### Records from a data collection
---

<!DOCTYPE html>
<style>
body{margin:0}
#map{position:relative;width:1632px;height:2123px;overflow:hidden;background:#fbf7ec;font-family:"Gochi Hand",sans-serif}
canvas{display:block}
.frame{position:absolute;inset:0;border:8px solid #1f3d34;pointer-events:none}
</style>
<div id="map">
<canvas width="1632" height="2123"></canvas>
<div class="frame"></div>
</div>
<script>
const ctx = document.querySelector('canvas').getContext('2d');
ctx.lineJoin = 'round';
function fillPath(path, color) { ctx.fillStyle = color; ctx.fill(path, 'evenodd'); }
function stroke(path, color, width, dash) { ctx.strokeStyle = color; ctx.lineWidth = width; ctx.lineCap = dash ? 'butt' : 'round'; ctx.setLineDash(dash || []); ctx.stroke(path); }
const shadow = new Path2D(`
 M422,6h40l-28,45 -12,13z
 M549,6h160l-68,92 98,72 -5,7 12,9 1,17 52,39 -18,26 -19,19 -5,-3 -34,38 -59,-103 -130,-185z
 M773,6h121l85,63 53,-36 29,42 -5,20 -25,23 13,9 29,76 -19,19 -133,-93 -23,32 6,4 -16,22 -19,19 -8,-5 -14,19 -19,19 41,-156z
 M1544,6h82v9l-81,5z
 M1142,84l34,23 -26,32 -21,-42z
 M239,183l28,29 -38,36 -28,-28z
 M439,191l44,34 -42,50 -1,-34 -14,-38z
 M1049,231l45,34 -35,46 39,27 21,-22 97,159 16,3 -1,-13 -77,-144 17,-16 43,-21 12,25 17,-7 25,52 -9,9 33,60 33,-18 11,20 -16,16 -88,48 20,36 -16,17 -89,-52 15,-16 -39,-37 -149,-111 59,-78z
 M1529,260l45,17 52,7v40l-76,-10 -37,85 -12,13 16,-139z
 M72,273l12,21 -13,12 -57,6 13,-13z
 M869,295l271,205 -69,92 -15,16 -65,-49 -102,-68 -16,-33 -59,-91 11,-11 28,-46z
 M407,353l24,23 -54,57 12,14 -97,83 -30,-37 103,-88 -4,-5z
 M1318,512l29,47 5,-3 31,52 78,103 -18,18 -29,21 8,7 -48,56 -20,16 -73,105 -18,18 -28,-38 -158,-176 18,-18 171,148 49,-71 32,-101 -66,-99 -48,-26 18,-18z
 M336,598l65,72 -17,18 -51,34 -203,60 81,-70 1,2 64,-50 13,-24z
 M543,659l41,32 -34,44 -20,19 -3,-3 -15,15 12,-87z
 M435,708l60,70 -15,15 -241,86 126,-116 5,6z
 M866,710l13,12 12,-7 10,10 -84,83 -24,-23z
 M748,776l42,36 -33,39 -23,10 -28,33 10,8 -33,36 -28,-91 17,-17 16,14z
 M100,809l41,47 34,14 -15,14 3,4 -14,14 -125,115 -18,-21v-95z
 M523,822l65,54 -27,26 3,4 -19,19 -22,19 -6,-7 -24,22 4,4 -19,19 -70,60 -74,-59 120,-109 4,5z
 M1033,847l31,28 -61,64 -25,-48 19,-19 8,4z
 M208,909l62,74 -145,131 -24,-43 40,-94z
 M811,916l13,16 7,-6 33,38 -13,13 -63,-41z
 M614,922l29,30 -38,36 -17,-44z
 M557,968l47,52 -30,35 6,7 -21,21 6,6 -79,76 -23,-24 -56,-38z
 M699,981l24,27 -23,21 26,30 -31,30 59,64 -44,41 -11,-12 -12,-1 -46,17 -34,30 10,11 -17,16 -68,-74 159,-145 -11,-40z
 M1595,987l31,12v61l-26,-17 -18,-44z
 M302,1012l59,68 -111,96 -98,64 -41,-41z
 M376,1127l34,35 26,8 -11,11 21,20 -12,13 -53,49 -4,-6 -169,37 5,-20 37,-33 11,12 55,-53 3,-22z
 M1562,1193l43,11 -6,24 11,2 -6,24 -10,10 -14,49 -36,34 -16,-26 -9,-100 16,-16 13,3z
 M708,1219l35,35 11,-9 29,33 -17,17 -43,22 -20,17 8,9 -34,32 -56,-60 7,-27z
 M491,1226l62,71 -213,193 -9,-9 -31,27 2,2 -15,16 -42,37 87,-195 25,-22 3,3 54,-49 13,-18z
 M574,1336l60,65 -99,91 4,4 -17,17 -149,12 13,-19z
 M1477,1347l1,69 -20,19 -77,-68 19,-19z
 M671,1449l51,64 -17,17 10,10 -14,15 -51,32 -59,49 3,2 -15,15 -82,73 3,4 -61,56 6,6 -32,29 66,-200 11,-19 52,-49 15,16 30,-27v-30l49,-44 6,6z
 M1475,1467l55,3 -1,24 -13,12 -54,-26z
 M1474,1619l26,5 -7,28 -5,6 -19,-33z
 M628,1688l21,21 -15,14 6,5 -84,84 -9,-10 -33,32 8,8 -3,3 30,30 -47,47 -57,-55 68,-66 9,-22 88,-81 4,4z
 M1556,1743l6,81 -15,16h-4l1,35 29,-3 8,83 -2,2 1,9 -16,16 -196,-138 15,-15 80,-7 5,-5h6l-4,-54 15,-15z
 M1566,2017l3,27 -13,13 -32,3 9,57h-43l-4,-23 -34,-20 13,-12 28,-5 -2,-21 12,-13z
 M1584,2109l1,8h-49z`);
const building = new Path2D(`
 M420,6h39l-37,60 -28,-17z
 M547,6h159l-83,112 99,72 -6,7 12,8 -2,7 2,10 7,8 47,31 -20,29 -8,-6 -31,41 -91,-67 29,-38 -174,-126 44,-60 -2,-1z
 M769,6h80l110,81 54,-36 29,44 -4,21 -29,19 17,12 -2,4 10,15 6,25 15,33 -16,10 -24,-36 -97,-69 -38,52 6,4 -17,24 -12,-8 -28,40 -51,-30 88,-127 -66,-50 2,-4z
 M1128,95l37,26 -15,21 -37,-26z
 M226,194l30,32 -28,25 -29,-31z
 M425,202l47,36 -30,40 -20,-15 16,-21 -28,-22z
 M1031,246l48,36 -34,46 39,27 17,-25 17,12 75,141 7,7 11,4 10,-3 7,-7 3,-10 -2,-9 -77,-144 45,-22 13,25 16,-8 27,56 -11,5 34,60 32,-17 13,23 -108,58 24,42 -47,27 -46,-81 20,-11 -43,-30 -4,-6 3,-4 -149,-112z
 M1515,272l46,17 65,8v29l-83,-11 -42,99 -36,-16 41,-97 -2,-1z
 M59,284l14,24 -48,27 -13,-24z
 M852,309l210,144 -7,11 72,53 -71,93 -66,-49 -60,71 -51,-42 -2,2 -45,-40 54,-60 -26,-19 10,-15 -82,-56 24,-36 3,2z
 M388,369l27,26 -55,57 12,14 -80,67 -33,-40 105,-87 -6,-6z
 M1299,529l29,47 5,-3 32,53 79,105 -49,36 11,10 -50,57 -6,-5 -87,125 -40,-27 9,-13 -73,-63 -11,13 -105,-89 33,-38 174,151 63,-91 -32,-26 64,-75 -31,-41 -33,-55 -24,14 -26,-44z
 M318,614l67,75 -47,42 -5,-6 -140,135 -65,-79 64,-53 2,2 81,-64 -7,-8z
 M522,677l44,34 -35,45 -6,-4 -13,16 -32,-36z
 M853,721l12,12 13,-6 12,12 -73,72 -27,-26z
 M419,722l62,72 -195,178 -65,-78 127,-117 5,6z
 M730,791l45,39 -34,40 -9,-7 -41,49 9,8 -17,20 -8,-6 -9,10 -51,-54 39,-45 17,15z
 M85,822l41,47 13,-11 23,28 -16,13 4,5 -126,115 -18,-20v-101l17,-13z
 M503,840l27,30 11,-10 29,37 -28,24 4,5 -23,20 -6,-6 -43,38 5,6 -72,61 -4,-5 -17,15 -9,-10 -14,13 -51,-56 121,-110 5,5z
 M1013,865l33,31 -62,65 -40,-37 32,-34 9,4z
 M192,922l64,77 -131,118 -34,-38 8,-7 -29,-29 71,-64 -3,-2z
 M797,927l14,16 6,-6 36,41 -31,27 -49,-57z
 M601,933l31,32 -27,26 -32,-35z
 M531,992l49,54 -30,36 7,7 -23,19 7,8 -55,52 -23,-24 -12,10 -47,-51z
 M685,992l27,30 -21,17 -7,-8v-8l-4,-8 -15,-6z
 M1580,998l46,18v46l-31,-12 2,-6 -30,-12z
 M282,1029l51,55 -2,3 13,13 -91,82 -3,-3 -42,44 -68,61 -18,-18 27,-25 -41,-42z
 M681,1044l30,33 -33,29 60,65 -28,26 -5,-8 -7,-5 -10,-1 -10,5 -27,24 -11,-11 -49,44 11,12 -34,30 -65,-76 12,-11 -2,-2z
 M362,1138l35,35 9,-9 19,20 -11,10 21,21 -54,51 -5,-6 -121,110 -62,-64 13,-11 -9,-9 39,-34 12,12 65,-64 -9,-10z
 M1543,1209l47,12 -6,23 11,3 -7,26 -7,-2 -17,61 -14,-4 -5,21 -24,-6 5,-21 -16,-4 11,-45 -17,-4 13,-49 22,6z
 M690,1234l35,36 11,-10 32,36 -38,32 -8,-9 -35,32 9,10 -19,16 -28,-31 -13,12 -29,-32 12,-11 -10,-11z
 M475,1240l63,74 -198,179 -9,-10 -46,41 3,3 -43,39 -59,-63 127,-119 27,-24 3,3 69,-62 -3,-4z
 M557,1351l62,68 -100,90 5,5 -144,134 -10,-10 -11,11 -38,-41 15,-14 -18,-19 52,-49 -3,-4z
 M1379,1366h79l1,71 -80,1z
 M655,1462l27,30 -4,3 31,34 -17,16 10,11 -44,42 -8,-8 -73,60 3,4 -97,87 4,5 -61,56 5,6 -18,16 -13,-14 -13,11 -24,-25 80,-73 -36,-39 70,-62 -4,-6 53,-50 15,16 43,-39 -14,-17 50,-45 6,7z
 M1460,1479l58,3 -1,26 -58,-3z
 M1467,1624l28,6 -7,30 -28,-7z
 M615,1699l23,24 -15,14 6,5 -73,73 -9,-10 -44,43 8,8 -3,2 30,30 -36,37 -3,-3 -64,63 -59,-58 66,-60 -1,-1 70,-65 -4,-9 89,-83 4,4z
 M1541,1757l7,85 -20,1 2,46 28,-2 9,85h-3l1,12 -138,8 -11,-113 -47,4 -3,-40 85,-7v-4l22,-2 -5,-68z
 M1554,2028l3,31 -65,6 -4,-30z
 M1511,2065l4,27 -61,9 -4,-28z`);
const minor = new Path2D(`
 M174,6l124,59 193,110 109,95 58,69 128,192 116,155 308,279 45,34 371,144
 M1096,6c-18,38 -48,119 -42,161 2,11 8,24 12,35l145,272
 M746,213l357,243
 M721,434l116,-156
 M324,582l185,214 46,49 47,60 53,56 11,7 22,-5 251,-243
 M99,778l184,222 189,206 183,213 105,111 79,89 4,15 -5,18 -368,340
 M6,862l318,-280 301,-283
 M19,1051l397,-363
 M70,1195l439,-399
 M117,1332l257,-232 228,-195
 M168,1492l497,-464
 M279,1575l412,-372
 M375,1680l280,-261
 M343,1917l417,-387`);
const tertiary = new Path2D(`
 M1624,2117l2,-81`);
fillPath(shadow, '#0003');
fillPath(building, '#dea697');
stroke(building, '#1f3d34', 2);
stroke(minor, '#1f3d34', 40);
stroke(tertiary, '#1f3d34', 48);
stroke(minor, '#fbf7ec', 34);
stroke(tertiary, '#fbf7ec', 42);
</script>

---

### Task
Which lines above include "canvas"? Show each of them by copying it.

### Written response
canvas{display:block}
<canvas width="1632" height="2123"></canvas>
const ctx = document.querySelector('canvas').getContext('2d');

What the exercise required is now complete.